Ci sono storie mitiche e indimenticabili da raccontare almeno una volta nella vita. Quella dell’atleta Jesse Owens rientra tra queste a pieno titolo. Nato a Oakville il 12 settembre 1913, James Cleveland Owens è annoverato tra i velocisti più grandi di tutti i tempi, vincitore di ben quattro ori ai Giochi Olimpici di Berlino nel 1936. Nato in Alabama, James Cleveland Owens conosce fame, povertà e miseria sin dalla prima giovinezza. Siamo negli anni della Grande Depressione Americana e la famiglia Owens decide di lasciare l’Alabama per approdare a Cleveland, in Ohio. Dal carattere introverso e taciturno, Jesse deve il nomignolo con cui è universalmente conosciuto alla sua insegnante che, non riuscendo a decifrare immediatamente il forte accento del sud quando il ragazzo disse di chiamarsi J.C., lo ribattezzò semplicemente Jesse. Settimo di dieci figli, Jesse s’iscrisse alle scuole tecniche, lavorando in un negozio di scarpe, dopo le lezioni, per aiutare i genitori nella gestione del bilancio familiare.

L’atletica e l’amore per la corsa

La passione di Jesse, però, è un’altra: sfidare il vento correndo in modo velocissimo. Le prestazioni di altissimo livello, benché non ancora agonistiche, non passarono certo inosservate. Partecipando ai campionati studenteschi nel 1933, il ventenne Jesse si fece notare grazie ai tempi record segnati nella corsa e alla tecnica adottata nel salto in lungo.

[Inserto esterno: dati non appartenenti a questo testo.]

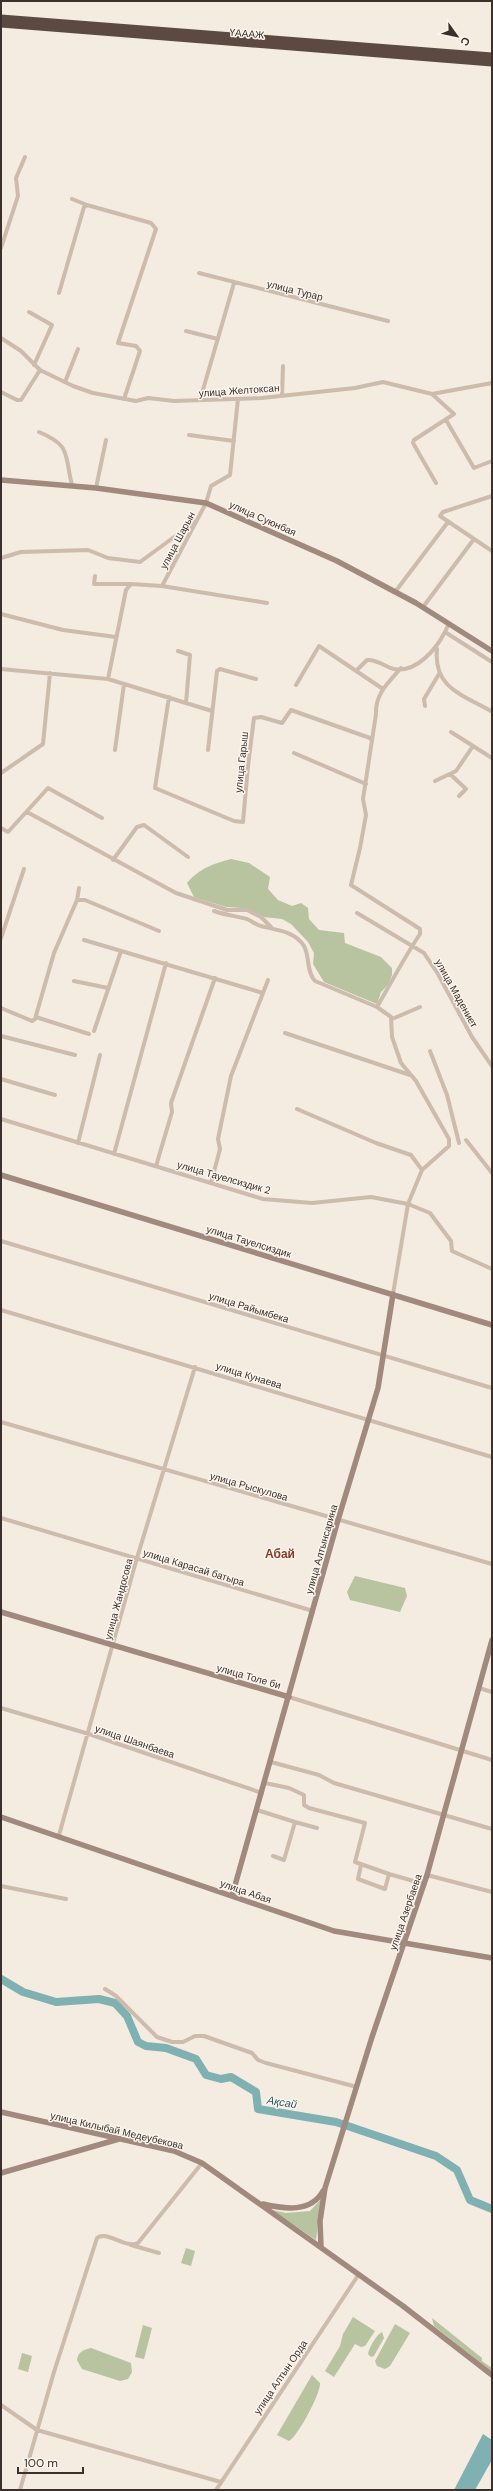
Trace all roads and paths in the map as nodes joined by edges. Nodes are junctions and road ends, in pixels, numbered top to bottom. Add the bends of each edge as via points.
1 (1, 18) edge
2 (1, 24) edge
3 (492, 56) edge
4 (492, 64) edge
5 (25, 157) dead end
6 (72, 199) dead end
7 (88, 205) junction
8 (1, 248) edge
9 (199, 273) dead end
10 (234, 283) junction
11 (59, 292) dead end
12 (29, 312) dead end
13 (388, 321) dead end
14 (186, 331) dead end
15 (1, 338) edge
16 (218, 339) junction
17 (78, 348) dead end
18 (34, 365) junction
19 (283, 366) dead end
20 (40, 370) junction
21 (64, 382) junction
22 (492, 383) edge
23 (1, 392) edge
24 (432, 394) junction
25 (282, 395) junction
26 (124, 399) junction
27 (238, 399) junction
28 (200, 400) junction
29 (446, 420) junction
30 (39, 432) dead end
31 (189, 435) dead end
32 (106, 440) dead end
33 (234, 441) junction
34 (492, 461) edge
35 (1, 480) edge
36 (436, 483) dead end
37 (72, 486) junction
38 (96, 488) junction
39 (492, 496) edge
40 (206, 502) junction
41 (196, 521) junction
42 (448, 522) junction
43 (474, 539) junction
44 (492, 551) edge
45 (1, 558) edge
46 (95, 576) dead end
47 (131, 584) junction
48 (162, 586) junction
49 (395, 592) junction
50 (267, 603) dead end
51 (423, 607) junction
52 (1, 614) edge
53 (449, 623) junction
54 (445, 632) junction
55 (116, 637) junction
56 (436, 648) junction
57 (178, 651) dead end
58 (492, 651) edge
59 (492, 662) edge
60 (401, 668) junction
61 (1, 669) edge
62 (356, 671) junction
63 (50, 673) junction
64 (439, 674) junction
65 (108, 679) junction
66 (256, 679) dead end
67 (124, 684) junction
68 (296, 685) dead end
69 (383, 689) junction
70 (169, 698) junction
71 (186, 703) junction
72 (424, 706) dead end
73 (212, 710) junction
74 (491, 711) edge
75 (451, 732) dead end
76 (372, 740) junction
77 (473, 746) junction
78 (115, 750) dead end
79 (208, 750) dead end
80 (294, 753) dead end
81 (492, 758) edge
82 (1, 773) edge
83 (450, 774) junction
84 (435, 781) dead end
85 (366, 784) junction
86 (459, 796) dead end
87 (27, 812) junction
88 (102, 818) dead end
89 (1, 828) edge
90 (188, 857) dead end
91 (113, 860) junction
92 (24, 869) dead end
93 (79, 888) dead end
94 (77, 900) junction
95 (214, 912) dead end
96 (357, 913) dead end
97 (272, 928) junction
98 (159, 931) dead end
99 (1, 938) edge
100 (84, 940) dead end
101 (412, 946) junction
102 (121, 951) junction
103 (166, 963) junction
104 (215, 978) junction
105 (74, 980) dead end
106 (268, 980) dead end
107 (108, 988) junction
108 (263, 993) junction
109 (378, 1007) junction
110 (420, 1007) dead end
111 (1, 1008) edge
112 (36, 1017) junction
113 (392, 1019) junction
114 (94, 1031) dead end
115 (285, 1033) dead end
116 (90, 1034) dead end
117 (1, 1036) edge
118 (430, 1051) dead end
119 (100, 1055) dead end
120 (75, 1056) dead end
121 (492, 1066) edge
122 (410, 1075) junction
123 (1, 1079) edge
124 (55, 1094) dead end
125 (297, 1109) dead end
126 (1, 1119) edge
127 (466, 1140) dead end
128 (78, 1143) junction
129 (459, 1143) dead end
130 (114, 1154) junction
131 (156, 1166) junction
132 (422, 1170) junction
133 (492, 1173) edge
134 (1, 1175) edge
135 (211, 1183) junction
136 (408, 1204) junction
137 (1, 1241) edge
138 (492, 1269) edge
139 (393, 1294) junction
140 (1, 1310) edge
141 (492, 1325) edge
142 (384, 1356) junction
143 (195, 1367) junction
144 (492, 1388) edge
145 (368, 1421) junction
146 (1, 1422) edge
147 (492, 1458) edge
148 (164, 1470) junction
149 (1, 1518) edge
150 (338, 1520) junction
151 (137, 1558) junction
152 (492, 1564) edge
153 (313, 1611) junction
154 (1, 1612) edge
155 (492, 1640) edge
156 (114, 1646) junction
157 (479, 1688) junction
158 (492, 1692) edge
159 (289, 1697) junction
160 (1, 1708) edge
161 (89, 1734) junction
162 (462, 1751) junction
163 (492, 1760) edge
164 (271, 1762) junction
165 (265, 1783) junction
166 (262, 1793) junction
167 (257, 1810) junction
168 (444, 1814) junction
169 (1, 1817) edge
170 (295, 1822) junction
171 (317, 1828) dead end
172 (492, 1829) edge
173 (59, 1835) junction
174 (273, 1856) dead end
175 (362, 1865) junction
176 (390, 1874) junction
177 (427, 1875) junction
178 (424, 1884) junction
179 (1, 1886) edge
180 (492, 1892) edge
181 (232, 1896) junction
182 (66, 1899) dead end
183 (403, 1943) junction
184 (492, 1958) edge
185 (105, 1989) dead end
186 (356, 2087) junction
187 (1, 2112) edge
188 (120, 2139) junction
189 (202, 2163) junction
190 (1, 2173) edge
191 (325, 2188) junction
192 (258, 2203) junction
193 (131, 2245) junction
194 (322, 2247) junction
195 (159, 2253) dead end
196 (359, 2274) junction
197 (492, 2375) edge
198 (1, 2405) edge
199 (37, 2430) junction
200 (221, 2482) junction
201 (20, 2490) edge
202 (216, 2490) edge

1 - 3 highway, ҮАААЖ
2 - 4 highway, ҮАААЖ
5 - 8 street via 16,178 18,196
6 - 7 street
7 - 11 street via 84,207
7 - 26 street via 151,223 156,229 118,343 136,346 140,351
9 - 10 street, улица Турар
10 - 13 street, улица Турар
10 - 16 street
12 - 18 street via 52,325
14 - 16 street
15 - 18 street, улица Желтоксан via 21,351
16 - 28 street
17 - 21 street
18 - 20 street, улица Желтоксан
19 - 25 street
20 - 21 street, улица Желтоксан
20 - 23 street via 19,400
21 - 26 street, улица Желтоксан via 93,393
22 - 24 street, улица Желтоксан
24 - 25 street, улица Желтоксан via 383,382 355,388
24 - 29 street via 454,412 453,416
25 - 27 street, улица Желтоксан
26 - 28 street, улица Желтоксан
27 - 28 street, улица Желтоксан
27 - 33 street
29 - 34 street via 474,468
29 - 36 street via 413,441
30 - 37 street via 58,440 64,447
31 - 33 street
32 - 38 street
33 - 40 street, улица Шарын via 230,475 213,483
35 - 37 street, улица Суюнбая
37 - 38 street, улица Суюнбая
38 - 40 street, улица Суюнбая
39 - 42 street via 443,512 440,516
40 - 41 street, улица Шарын
40 - 49 street, улица Суюнбая via 337,561
41 - 45 street via 140,562 108,558 88,550 21,552
41 - 48 street, улица Шарын
42 - 43 street
42 - 49 street
43 - 44 street
43 - 51 street
46 - 47 street via 94,584
47 - 48 street
47 - 55 street via 126,590
48 - 50 street
49 - 51 street, улица Суюнбая
51 - 53 street, улица Суюнбая
52 - 55 street via 63,630
53 - 54 street
53 - 58 street, улица Суюнбая
54 - 56 street
54 - 59 street
55 - 65 street
56 - 60 street via 417,663
56 - 64 street
57 - 71 street via 190,655
60 - 62 street via 394,669 367,660
60 - 69 street
61 - 63 street
62 - 68 street via 319,646
62 - 69 street
63 - 65 street
63 - 82 street via 43,744
64 - 72 street via 424,699
64 - 74 street via 451,688
65 - 67 street
66 - 73 street via 220,669 217,671
67 - 70 street
67 - 78 street
69 - 76 street via 375,704
70 - 71 street
70 - 76 street, улица Гарыш via 155,788 234,821 244,822 254,718 261,717 282,723 291,710
71 - 73 street
73 - 79 street
75 - 77 street
76 - 85 street
77 - 81 street
77 - 83 street via 460,766
80 - 85 street
83 - 84 street
83 - 86 street via 466,789
85 - 101 street via 363,799 366,815 351,885 420,930
87 - 88 street via 48,788
87 - 89 street via 8,832
87 - 91 street
90 - 91 street via 144,825 137,827
91 - 97 street via 176,893 227,910 247,910 261,917
92 - 99 street
93 - 94 street
94 - 98 street via 85,900
94 - 112 street via 54,953
95 - 97 street
96 - 101 street, улица Мадениет
97 - 109 street via 283,930 303,945 308,955 311,978 319,984
100 - 102 street
101 - 109 street via 391,984 383,993
101 - 121 street, улица Мадениет via 430,960 472,1037
102 - 103 street
102 - 107 street
103 - 104 street
103 - 130 street
104 - 108 street
104 - 131 street via 171,1103 172,1112
105 - 107 street
106 - 108 street
107 - 114 street
108 - 135 street via 231,1076 218,1139 220,1149
109 - 113 street
110 - 113 street
111 - 112 street via 32,1021
112 - 116 street
113 - 122 street via 392,1037 396,1054
115 - 122 street
117 - 120 street
118 - 129 street via 447,1094
119 - 128 street
122 - 132 street via 416,1081 449,1139 449,1146
123 - 124 street
125 - 132 street via 411,1155
126 - 128 street, улица Тауелсиздик 2
127 - 133 street
128 - 130 street, улица Тауелсиздик 2
130 - 131 street, улица Тауелсиздик 2
131 - 135 street, улица Тауелсиздик 2
132 - 136 street, улица Алтынсарина
134 - 139 street, улица Тауелсиздик
135 - 136 street, улица Тауелсиздик 2 via 263,1199 312,1203 371,1197
136 - 138 street, улица Тауелсиздик 2 via 430,1213 451,1241 452,1251
136 - 139 street, улица Алтынсарина
137 - 142 street, улица Райымбека
139 - 141 street, улица Тауелсиздик
139 - 142 street, улица Алтынсарина
140 - 143 street, улица Кунаева
142 - 144 street, улица Райымбека
142 - 145 street, улица Алтынсарина
143 - 145 street, улица Кунаева
143 - 148 street, улица Жандосова
145 - 147 street, улица Кунаева
145 - 150 street, улица Алтынсарина
146 - 148 street, улица Рыскулова
148 - 150 street, улица Рыскулова
148 - 151 street, улица Жандосова
149 - 151 street, улица Карасай батыра
150 - 152 street, улица Рыскулова
150 - 153 street, улица Алтынсарина
151 - 153 street, улица Карасай батыра
151 - 156 street, улица Жандосова
153 - 159 street, улица Алтынсарина
154 - 156 street, улица Толе би
155 - 157 street, улица Азербаева
156 - 159 street, улица Толе би
156 - 161 street, улица Жандосова
157 - 158 street
157 - 162 street, улица Азербаева
159 - 162 street, улица Толе би
159 - 164 street, улица Алтынсарина
160 - 161 street, улица Шаянбаева
161 - 166 street, улица Шаянбаева
161 - 173 street, улица Жандосова
162 - 163 street, улица Толе би
162 - 168 street, улица Азербаева
164 - 165 street, улица Алтынсарина
164 - 168 street
165 - 166 street, улица Алтынсарина
165 - 175 street via 304,1795 304,1805 309,1808 365,1823 354,1859
166 - 167 street, улица Алтынсарина
167 - 170 street
167 - 181 street, улица Алтынсарина
168 - 172 street
168 - 177 street, улица Азербаева
169 - 173 street, улица Абая
170 - 171 street
170 - 174 street via 284,1860
173 - 181 street, улица Абая
175 - 176 street
175 - 176 street via 358,1878 385,1889
176 - 178 street
177 - 178 street, улица Азербаева
177 - 180 street
178 - 183 street, улица Азербаева
179 - 182 street
181 - 183 street, улица Абая via 334,1931
183 - 184 street, улица Абая
183 - 186 street, улица Азербаева
185 - 186 street via 116,1996 157,2037 172,2042 183,2042 195,2036 204,2036 252,2053 258,2060 266,2063
186 - 191 street, улица Азербаева
187 - 188 street, улица Килыбай Медеубекова
188 - 189 street, улица Килыбай Медеубекова via 174,2151
188 - 190 street
189 - 192 street, улица Килыбай Медеубекова
189 - 193 street via 138,2243
191 - 192 street, улица Азербаева via 320,2197 306,2207 278,2208
191 - 194 street, улица Азербаева via 320,2221
192 - 194 street, улица Килыбай Медеубекова
193 - 195 street
193 - 199 street via 103,2236 97,2238
194 - 196 street
196 - 197 street
196 - 200 street, улица Алтын Орда
198 - 199 street
199 - 200 street
199 - 201 street
200 - 202 street, улица Алтын Орда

Le brillanti prestazioni atletiche, difatti, consentirono a Jesse Owens di essere ammesso all’Università Statale dell’Ohio, potendo finalmente allenarsi con costanza e meticolosità. Il successo è proprio dietro l’angolo. Il 25 maggio 1935, infatti, è una data storica per il giovane Jesse. Nel giro di appena 45 minuti, nell’ambito di un’unica gara, al Big Ten meet di Ann Arbor nello stato del Michigan, Jesse stabilisce ben tre record del mondo – “salto in lungo con la misura di 8,13 metri”, 220 iarde piane in rettilineo e 220 iarde a ostacoli in rettilineo – riuscendo a eguagliarne un quarto. L’anno della svolta per James Cleveland Owens, però, è il 1936, quello in cui si sarebbero tenute le Olimpiadi. Il regime nazista, imperante in quegli anni, impensierisce non poco gli Stati Uniti d’America, data la presenza di atleti di colore. Si pensa anche a boicottare i Giochi ma l’orgoglio di un Paese e la voglia di mettersi alla prova con atleti internazionali, sono più forti del regime. Ed è così che Jesse vola a Berlino per partecipare alle undicesime Olimpiadi dell’età moderna. I Giochi si aprono il 1 agosto del 1936 ed è tutto organizzato nei minimi dettagli, per stupire il pubblico presente e quello collegato, per la prima volta nella storia, in televisione. L’intento, ben dichiarato, è quello di affermare la superiorità, presunta ovviamente, della razza ariana. Ma i piani di Hitler e del comitato olimpico, ben presto, vengono sovvertiti da un giovane atleta di colore, un ragazzo che risponde al nome di James Cleveland Owens.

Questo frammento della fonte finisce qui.